Respiratory medicine

Doctors working in respiratory medicine diagnose and treat conditions affecting the respiratory system, which includes the nose, throat, larynx, windpipe, lungs and the diaphragm.

One third of all acute medical admissions to hospital are the result of respiratory problems, so you’ll experience a busy and varied career.

Life working in respiratory medicine

You’ll diagnose, treat and provide continuous care for adults of all ages with a wide range of respiratory and related conditions. It’s an exciting and diverse specialty that requires a grounding in general medicine and expert respiratory knowledge and interventional skills. It draws together elements of many other specialties including: 

  • oncology  
  • infectious diseases and public health  
  • immunology 
  • palliative care 
  • intensive care 

Assessing patients in outpatients’ clinics is an important part of your work. You’ll spend time in both general respiratory clinics and specialist clinics. 

In a general respiratory clinic, you’ll see patients referred by their GP with symptoms such as breathlessness, cough or wheeze or who have an abnormal chest x-ray. 

In a specialist respiratory clinic, you’ll deal with a range of problems including: 

  • asthma 
  • cancer 
  • cystic fibrosis (an inherited condition that causes sticky secretions in multiple organ systems including the lungs) 
  • interstitial lung disease (scarring of the lung tissue) 
  • pulmonary vascular disorders (affecting the circulatory system of the lungs) 
  • sleep related breathing disorders, for example obstructive sleep apnoea 
  • tuberculosis or TB (a bacterial lung disease) 

You’ll also be involved with physiological tests to assess lung function, which indicate how well a patient’s lungs are performing and can involve anything from spirometry to exercise testing.   

All respiratory units deliver care for people with acute respiratory disease, with some delivering specialist care for diseases, such as cystic fibrosis, pulmonary vascular diseases or lung transplant.   

Traditionally a hospital-based role, more and more respiratory services are delivered in the community, and you may be expected to work across both settings. 

How much can I earn? 

You’ll first earn a salary when you start your foundation training after medical school. The basic salary ranges from £32,398 to £37,303. Once you start your specialty training in the NHS, you can expect to earn a salary of at least £43,923, which can increase to between £93,666 and £126,281 as a consultant.

How about the benefits? 

  • make a difference 
  • flexible and part-time working 
  • high income early in your career   
  • work anywhere in the world   
  • excellent pension scheme 
  • good holiday entitlement 
  • NHS discounts in shops and restaurants 

Must-have skills 

  • excellent communication skills to manage a relationships with colleagues, and patients and their families  
  • emotional resilience, a calm temperament and the ability to work well under pressure  
  • teamwork and the capacity to lead multiprofessional teams  
  • problem-solving and diagnostic skills  
  • outstanding organisational ability and effective decision-making skills  
  • first-class time and resource management for the benefit of patients  

Entry requirements 

Your first step is medical school. Typically, you’ll need excellent GCSEs and three A or A* passes at A level including chemistry for a five-year undergraduate degree in medicine. Many medical schools also ask for biology and others may require maths or physics.   
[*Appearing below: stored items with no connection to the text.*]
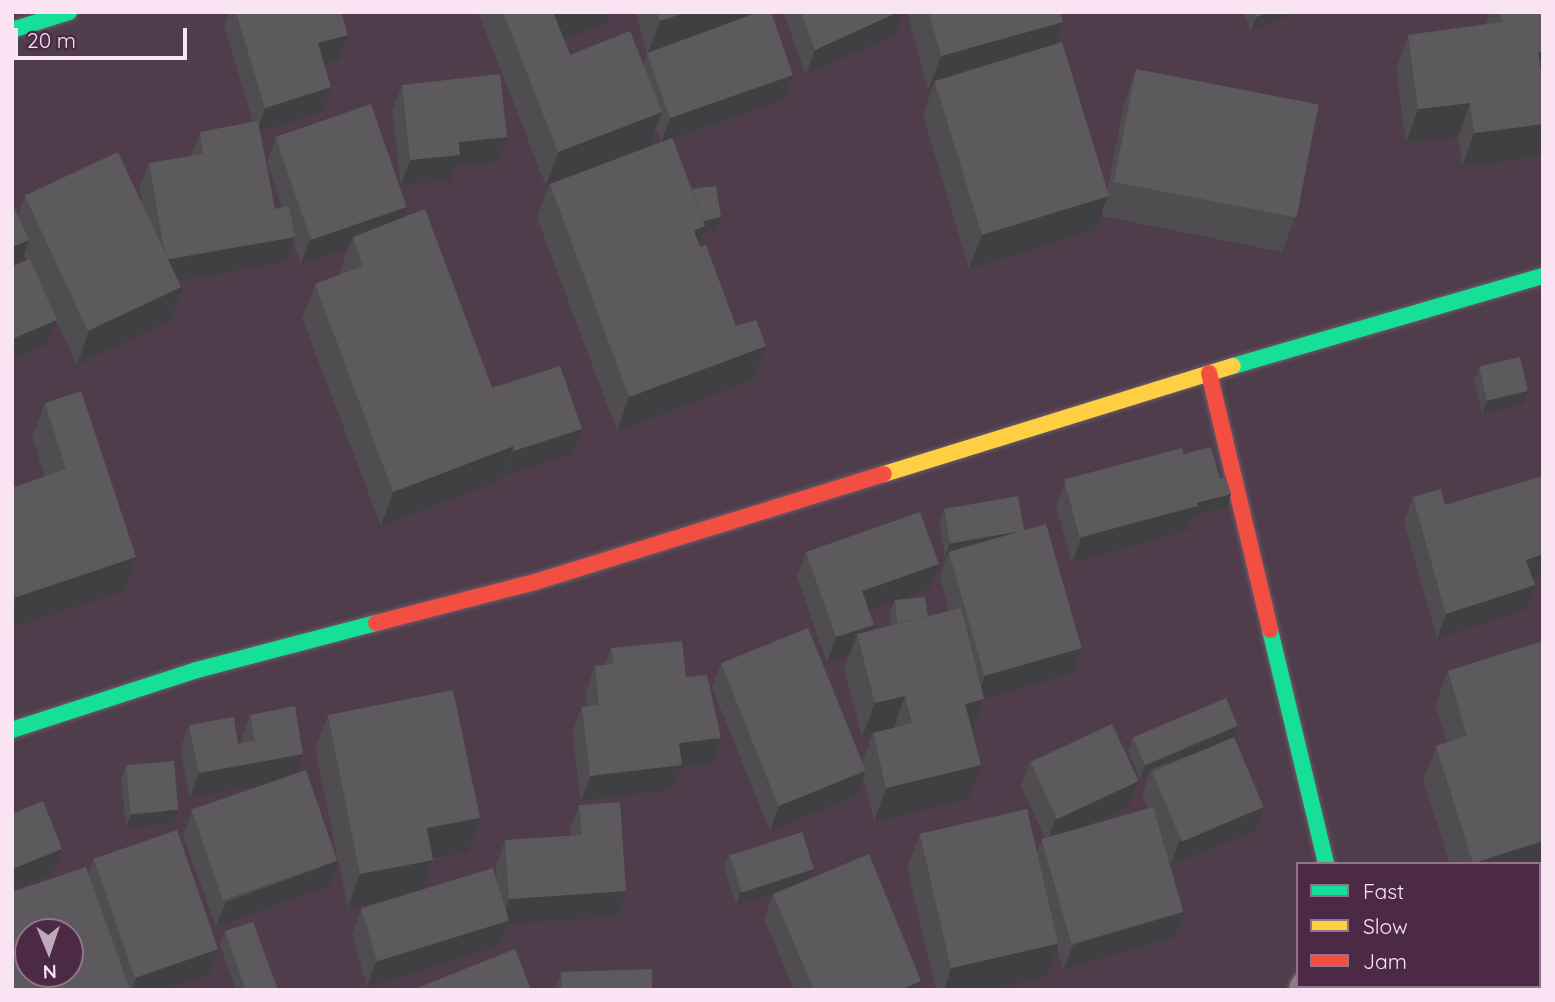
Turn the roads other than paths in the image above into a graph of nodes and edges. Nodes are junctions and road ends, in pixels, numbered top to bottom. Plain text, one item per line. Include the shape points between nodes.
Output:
1 (69, 12) edge
2 (12, 30) edge
3 (1543, 276) edge
4 (1209, 373) junction
5 (12, 730) edge
6 (1326, 862) edge

1 - 2 street
3 - 4 street
4 - 5 street via 535,582 197,670
4 - 6 street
If you already have a degree, you could study for a four-year postgraduate degree in medicine.  

You’ll need to pass an interview and admissions test. You’ll be asked to show how you demonstrate the NHS values such as compassion and respect.  

Some medical schools look to recruit a mix of students from different backgrounds and geographical areas, so your educational and economic background and family circumstances could be considered as part of your application. 

"Talking to patients is both a privilege and a delight. You can often make a diagnosis by just speaking to them and can make a huge difference to their stay in hospital by taking time to explore their feelings and engage with them and their family on a human level."

Read Tim's story

What are my chances of starting a career in respiratory medicine? 

There are approximately 1240 consultants working in respiratory medicine in the NHS in England. In 2020, there were 407 applications for 74 specialty training places. 

How to become a doctor in respiratory medicine 

After medical school, you’ll join the paid two-year foundation programme where you’ll work in six placements in different settings.  

After your foundation programme, you can apply for General Internal Medicine (GIM) training which lasts for three years.  

After completing GIM training, you can apply to specialty training in respiratory medicine, which takes four to five years.

You may be able to train part time, with many options for less than full time training available.

Where a career in respiratory medicine can take you 

Respiratory medicine covers a broad range of disease areas, with opportunities to practise general respiratory medicine or choose a sub-specialist interest such as: 

  • asthma 
  • cystic fibrosis 
  • interstitial lung disease
  • lung transplantation 
  • lung cancer 
  • occupational and environmental lung disease 
  • sleep disordered breathing and non-invasive ventilatory support 

You’ll also have opportunities to conduct research and teach.